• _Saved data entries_
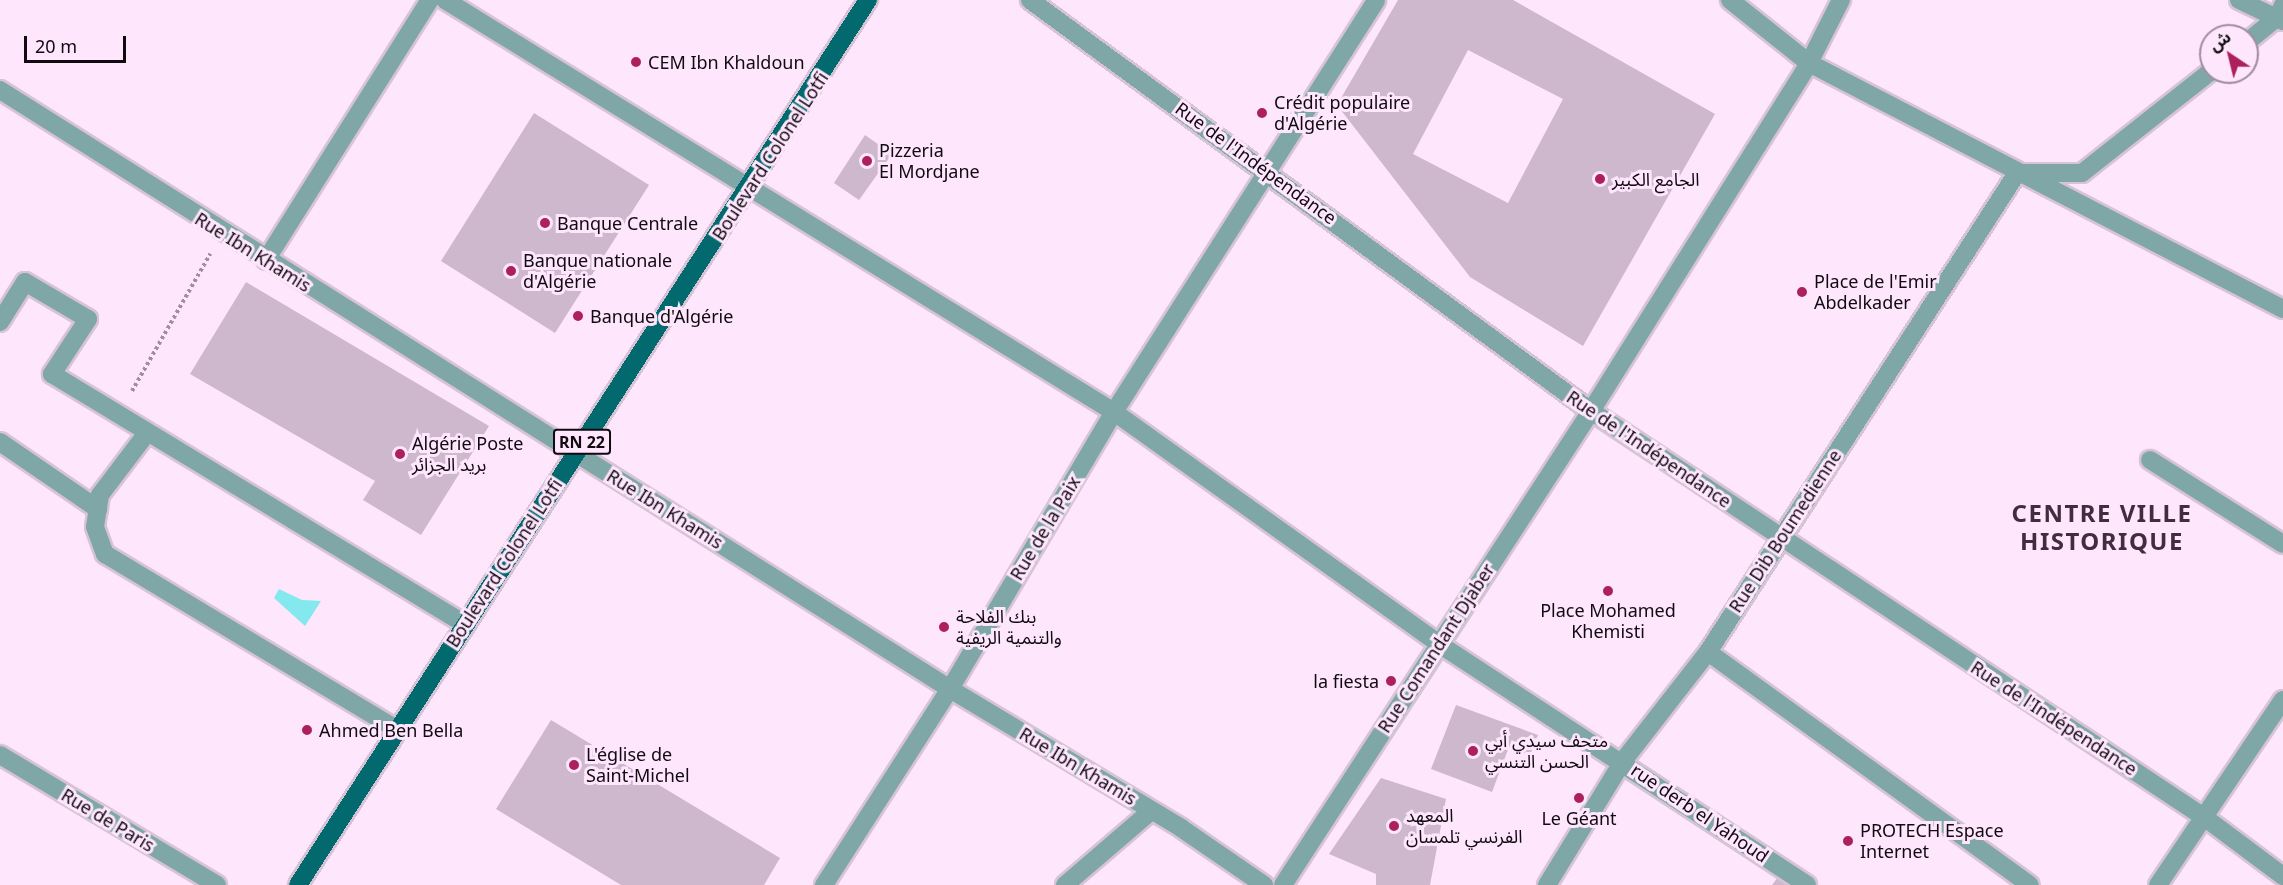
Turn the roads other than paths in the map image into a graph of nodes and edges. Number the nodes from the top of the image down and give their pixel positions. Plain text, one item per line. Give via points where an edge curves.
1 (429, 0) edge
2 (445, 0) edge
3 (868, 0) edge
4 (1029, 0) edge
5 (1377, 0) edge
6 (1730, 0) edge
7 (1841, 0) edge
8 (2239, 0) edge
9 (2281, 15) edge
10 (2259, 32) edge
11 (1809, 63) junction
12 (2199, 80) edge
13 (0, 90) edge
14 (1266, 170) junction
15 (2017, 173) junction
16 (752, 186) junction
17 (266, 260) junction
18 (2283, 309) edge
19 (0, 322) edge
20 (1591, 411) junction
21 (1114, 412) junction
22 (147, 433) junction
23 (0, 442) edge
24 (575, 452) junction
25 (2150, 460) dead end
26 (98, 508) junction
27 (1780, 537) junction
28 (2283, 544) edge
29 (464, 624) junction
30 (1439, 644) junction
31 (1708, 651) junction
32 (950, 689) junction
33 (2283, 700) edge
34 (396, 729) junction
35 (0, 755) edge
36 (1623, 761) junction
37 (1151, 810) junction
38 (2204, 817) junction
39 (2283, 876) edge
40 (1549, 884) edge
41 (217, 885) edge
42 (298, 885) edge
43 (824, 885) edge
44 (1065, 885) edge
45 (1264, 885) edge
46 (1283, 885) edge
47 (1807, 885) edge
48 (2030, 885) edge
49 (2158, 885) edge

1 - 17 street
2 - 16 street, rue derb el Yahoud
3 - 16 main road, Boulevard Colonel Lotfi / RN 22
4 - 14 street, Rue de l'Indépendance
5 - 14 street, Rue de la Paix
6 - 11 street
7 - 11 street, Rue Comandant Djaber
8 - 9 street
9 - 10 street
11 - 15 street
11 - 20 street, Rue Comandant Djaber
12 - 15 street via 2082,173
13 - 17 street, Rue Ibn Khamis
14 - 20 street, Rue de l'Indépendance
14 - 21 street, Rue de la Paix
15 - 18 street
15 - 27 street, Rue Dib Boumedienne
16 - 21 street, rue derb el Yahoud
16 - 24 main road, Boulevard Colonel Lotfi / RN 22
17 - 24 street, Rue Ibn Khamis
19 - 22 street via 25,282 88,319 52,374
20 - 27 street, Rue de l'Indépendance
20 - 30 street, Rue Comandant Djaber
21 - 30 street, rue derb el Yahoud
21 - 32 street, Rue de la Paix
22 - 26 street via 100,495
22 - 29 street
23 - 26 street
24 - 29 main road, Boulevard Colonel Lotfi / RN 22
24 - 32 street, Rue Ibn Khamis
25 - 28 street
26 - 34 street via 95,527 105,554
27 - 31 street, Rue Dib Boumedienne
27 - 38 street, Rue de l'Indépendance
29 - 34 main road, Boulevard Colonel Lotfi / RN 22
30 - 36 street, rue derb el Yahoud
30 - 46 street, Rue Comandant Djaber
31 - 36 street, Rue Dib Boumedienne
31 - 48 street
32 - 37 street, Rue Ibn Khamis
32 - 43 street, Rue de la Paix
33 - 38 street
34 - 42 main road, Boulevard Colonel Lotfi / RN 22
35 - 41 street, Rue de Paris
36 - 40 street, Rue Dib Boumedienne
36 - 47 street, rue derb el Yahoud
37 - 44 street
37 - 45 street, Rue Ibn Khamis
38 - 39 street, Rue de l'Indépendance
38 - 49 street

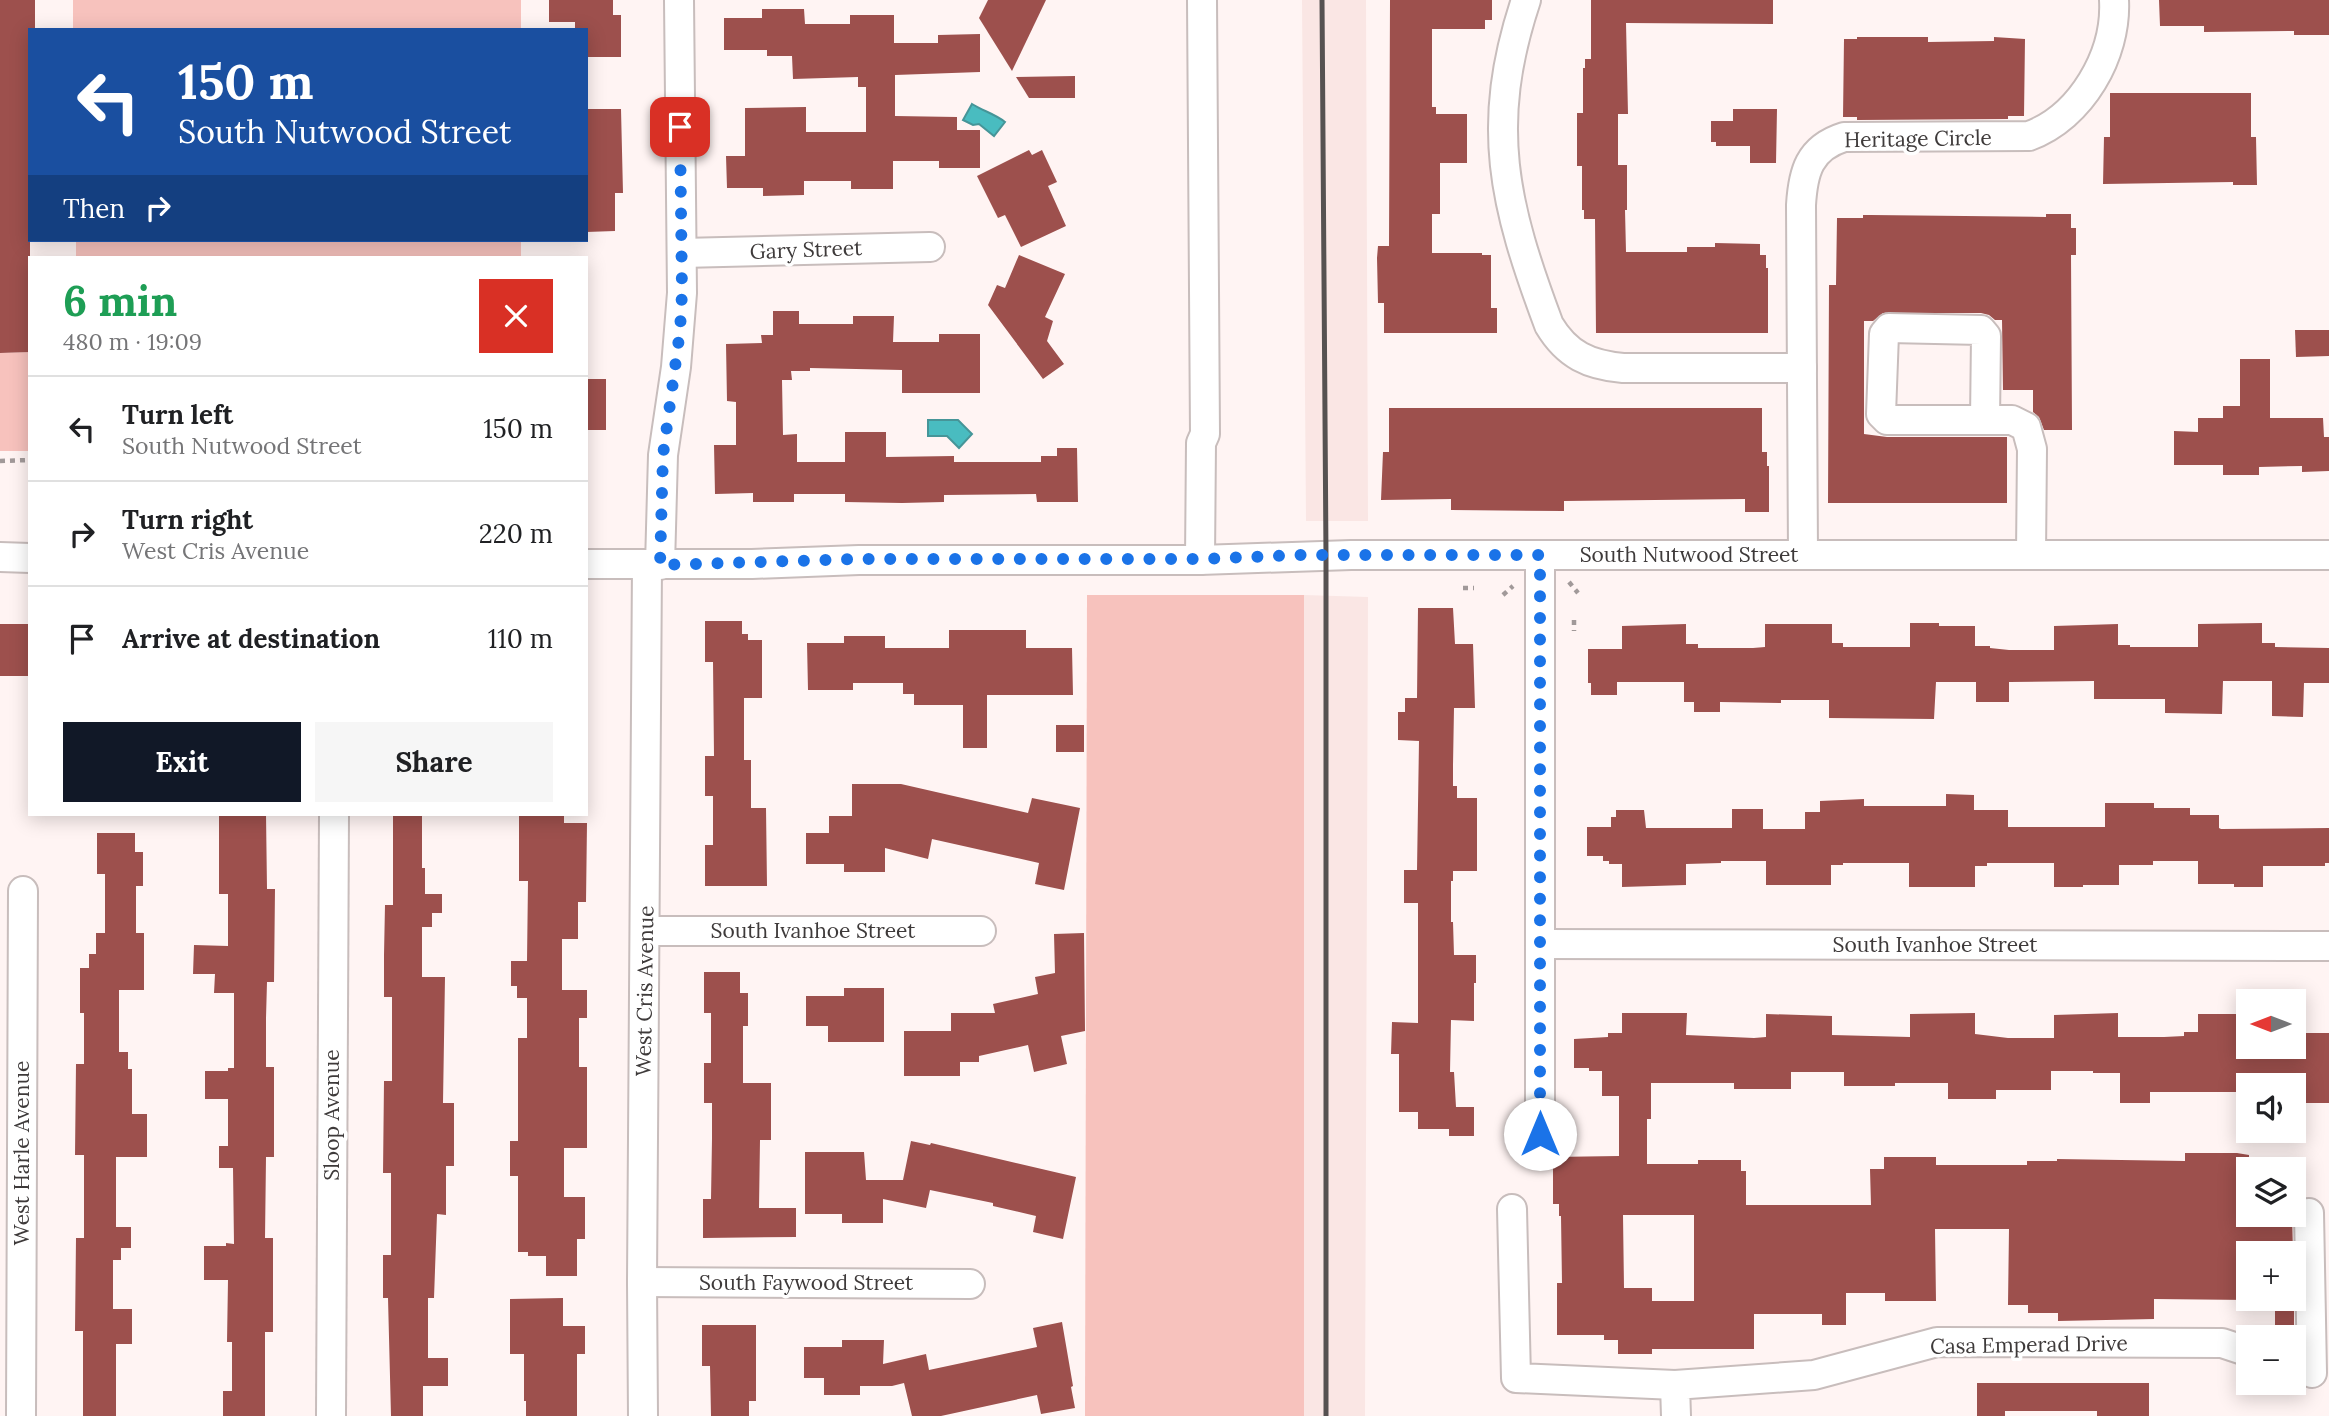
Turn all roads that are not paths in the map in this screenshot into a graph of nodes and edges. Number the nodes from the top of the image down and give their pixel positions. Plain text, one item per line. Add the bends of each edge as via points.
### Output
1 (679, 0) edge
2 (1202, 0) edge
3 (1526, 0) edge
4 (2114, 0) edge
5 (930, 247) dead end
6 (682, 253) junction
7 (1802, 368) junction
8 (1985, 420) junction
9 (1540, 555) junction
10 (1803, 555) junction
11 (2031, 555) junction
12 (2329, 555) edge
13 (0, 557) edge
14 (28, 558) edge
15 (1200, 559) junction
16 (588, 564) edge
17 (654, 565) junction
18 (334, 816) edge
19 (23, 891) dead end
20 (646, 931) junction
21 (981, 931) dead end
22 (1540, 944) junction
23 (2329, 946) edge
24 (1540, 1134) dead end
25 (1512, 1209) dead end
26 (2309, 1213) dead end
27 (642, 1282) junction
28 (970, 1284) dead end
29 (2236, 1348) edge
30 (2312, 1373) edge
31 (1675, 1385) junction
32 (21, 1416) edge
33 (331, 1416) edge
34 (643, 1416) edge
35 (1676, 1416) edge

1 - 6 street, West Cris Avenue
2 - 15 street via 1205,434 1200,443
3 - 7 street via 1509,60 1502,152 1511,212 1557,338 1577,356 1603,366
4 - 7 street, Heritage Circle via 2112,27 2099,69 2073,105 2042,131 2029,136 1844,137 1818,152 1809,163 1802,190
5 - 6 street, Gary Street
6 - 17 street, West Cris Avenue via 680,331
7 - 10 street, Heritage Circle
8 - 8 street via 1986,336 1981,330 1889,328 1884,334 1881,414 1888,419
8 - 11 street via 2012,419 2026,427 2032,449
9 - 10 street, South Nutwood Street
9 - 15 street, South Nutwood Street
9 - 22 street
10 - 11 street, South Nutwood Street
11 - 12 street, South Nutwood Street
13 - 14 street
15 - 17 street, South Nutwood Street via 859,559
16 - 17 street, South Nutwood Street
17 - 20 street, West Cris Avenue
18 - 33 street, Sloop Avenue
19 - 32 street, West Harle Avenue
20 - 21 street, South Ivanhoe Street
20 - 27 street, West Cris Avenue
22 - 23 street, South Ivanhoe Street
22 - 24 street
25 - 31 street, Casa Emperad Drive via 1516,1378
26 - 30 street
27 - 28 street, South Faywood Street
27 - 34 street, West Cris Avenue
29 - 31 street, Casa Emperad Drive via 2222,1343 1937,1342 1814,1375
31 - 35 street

• _EXERCISE GOAL_
When you copy the entries above, reproduce each line exactly and leave out any pictures.

• _TASK RESULT_
Turn the roads other than paths in the map image into a graph of nodes and edges. Number the nodes from the top of the image down and give their pixel positions. Plain text, one item per line. Give via points where an edge curves.
1 (429, 0) edge
2 (445, 0) edge
3 (868, 0) edge
4 (1029, 0) edge
5 (1377, 0) edge
6 (1730, 0) edge
7 (1841, 0) edge
8 (2239, 0) edge
9 (2281, 15) edge
10 (2259, 32) edge
11 (1809, 63) junction
12 (2199, 80) edge
13 (0, 90) edge
14 (1266, 170) junction
15 (2017, 173) junction
16 (752, 186) junction
17 (266, 260) junction
18 (2283, 309) edge
19 (0, 322) edge
20 (1591, 411) junction
21 (1114, 412) junction
22 (147, 433) junction
23 (0, 442) edge
24 (575, 452) junction
25 (2150, 460) dead end
26 (98, 508) junction
27 (1780, 537) junction
28 (2283, 544) edge
29 (464, 624) junction
30 (1439, 644) junction
31 (1708, 651) junction
32 (950, 689) junction
33 (2283, 700) edge
34 (396, 729) junction
35 (0, 755) edge
36 (1623, 761) junction
37 (1151, 810) junction
38 (2204, 817) junction
39 (2283, 876) edge
40 (1549, 884) edge
41 (217, 885) edge
42 (298, 885) edge
43 (824, 885) edge
44 (1065, 885) edge
45 (1264, 885) edge
46 (1283, 885) edge
47 (1807, 885) edge
48 (2030, 885) edge
49 (2158, 885) edge

1 - 17 street
2 - 16 street, rue derb el Yahoud
3 - 16 main road, Boulevard Colonel Lotfi / RN 22
4 - 14 street, Rue de l'Indépendance
5 - 14 street, Rue de la Paix
6 - 11 street
7 - 11 street, Rue Comandant Djaber
8 - 9 street
9 - 10 street
11 - 15 street
11 - 20 street, Rue Comandant Djaber
12 - 15 street via 2082,173
13 - 17 street, Rue Ibn Khamis
14 - 20 street, Rue de l'Indépendance
14 - 21 street, Rue de la Paix
15 - 18 street
15 - 27 street, Rue Dib Boumedienne
16 - 21 street, rue derb el Yahoud
16 - 24 main road, Boulevard Colonel Lotfi / RN 22
17 - 24 street, Rue Ibn Khamis
19 - 22 street via 25,282 88,319 52,374
20 - 27 street, Rue de l'Indépendance
20 - 30 street, Rue Comandant Djaber
21 - 30 street, rue derb el Yahoud
21 - 32 street, Rue de la Paix
22 - 26 street via 100,495
22 - 29 street
23 - 26 street
24 - 29 main road, Boulevard Colonel Lotfi / RN 22
24 - 32 street, Rue Ibn Khamis
25 - 28 street
26 - 34 street via 95,527 105,554
27 - 31 street, Rue Dib Boumedienne
27 - 38 street, Rue de l'Indépendance
29 - 34 main road, Boulevard Colonel Lotfi / RN 22
30 - 36 street, rue derb el Yahoud
30 - 46 street, Rue Comandant Djaber
31 - 36 street, Rue Dib Boumedienne
31 - 48 street
32 - 37 street, Rue Ibn Khamis
32 - 43 street, Rue de la Paix
33 - 38 street
34 - 42 main road, Boulevard Colonel Lotfi / RN 22
35 - 41 street, Rue de Paris
36 - 40 street, Rue Dib Boumedienne
36 - 47 street, rue derb el Yahoud
37 - 44 street
37 - 45 street, Rue Ibn Khamis
38 - 39 street, Rue de l'Indépendance
38 - 49 street

Turn all roads that are not paths in the map in this screenshot into a graph of nodes and edges. Number the nodes from the top of the image down and give their pixel positions. Plain text, one item per line. Add the bends of each edge as via points.
### Output
1 (679, 0) edge
2 (1202, 0) edge
3 (1526, 0) edge
4 (2114, 0) edge
5 (930, 247) dead end
6 (682, 253) junction
7 (1802, 368) junction
8 (1985, 420) junction
9 (1540, 555) junction
10 (1803, 555) junction
11 (2031, 555) junction
12 (2329, 555) edge
13 (0, 557) edge
14 (28, 558) edge
15 (1200, 559) junction
16 (588, 564) edge
17 (654, 565) junction
18 (334, 816) edge
19 (23, 891) dead end
20 (646, 931) junction
21 (981, 931) dead end
22 (1540, 944) junction
23 (2329, 946) edge
24 (1540, 1134) dead end
25 (1512, 1209) dead end
26 (2309, 1213) dead end
27 (642, 1282) junction
28 (970, 1284) dead end
29 (2236, 1348) edge
30 (2312, 1373) edge
31 (1675, 1385) junction
32 (21, 1416) edge
33 (331, 1416) edge
34 (643, 1416) edge
35 (1676, 1416) edge

1 - 6 street, West Cris Avenue
2 - 15 street via 1205,434 1200,443
3 - 7 street via 1509,60 1502,152 1511,212 1557,338 1577,356 1603,366
4 - 7 street, Heritage Circle via 2112,27 2099,69 2073,105 2042,131 2029,136 1844,137 1818,152 1809,163 1802,190
5 - 6 street, Gary Street
6 - 17 street, West Cris Avenue via 680,331
7 - 10 street, Heritage Circle
8 - 8 street via 1986,336 1981,330 1889,328 1884,334 1881,414 1888,419
8 - 11 street via 2012,419 2026,427 2032,449
9 - 10 street, South Nutwood Street
9 - 15 street, South Nutwood Street
9 - 22 street
10 - 11 street, South Nutwood Street
11 - 12 street, South Nutwood Street
13 - 14 street
15 - 17 street, South Nutwood Street via 859,559
16 - 17 street, South Nutwood Street
17 - 20 street, West Cris Avenue
18 - 33 street, Sloop Avenue
19 - 32 street, West Harle Avenue
20 - 21 street, South Ivanhoe Street
20 - 27 street, West Cris Avenue
22 - 23 street, South Ivanhoe Street
22 - 24 street
25 - 31 street, Casa Emperad Drive via 1516,1378
26 - 30 street
27 - 28 street, South Faywood Street
27 - 34 street, West Cris Avenue
29 - 31 street, Casa Emperad Drive via 2222,1343 1937,1342 1814,1375
31 - 35 street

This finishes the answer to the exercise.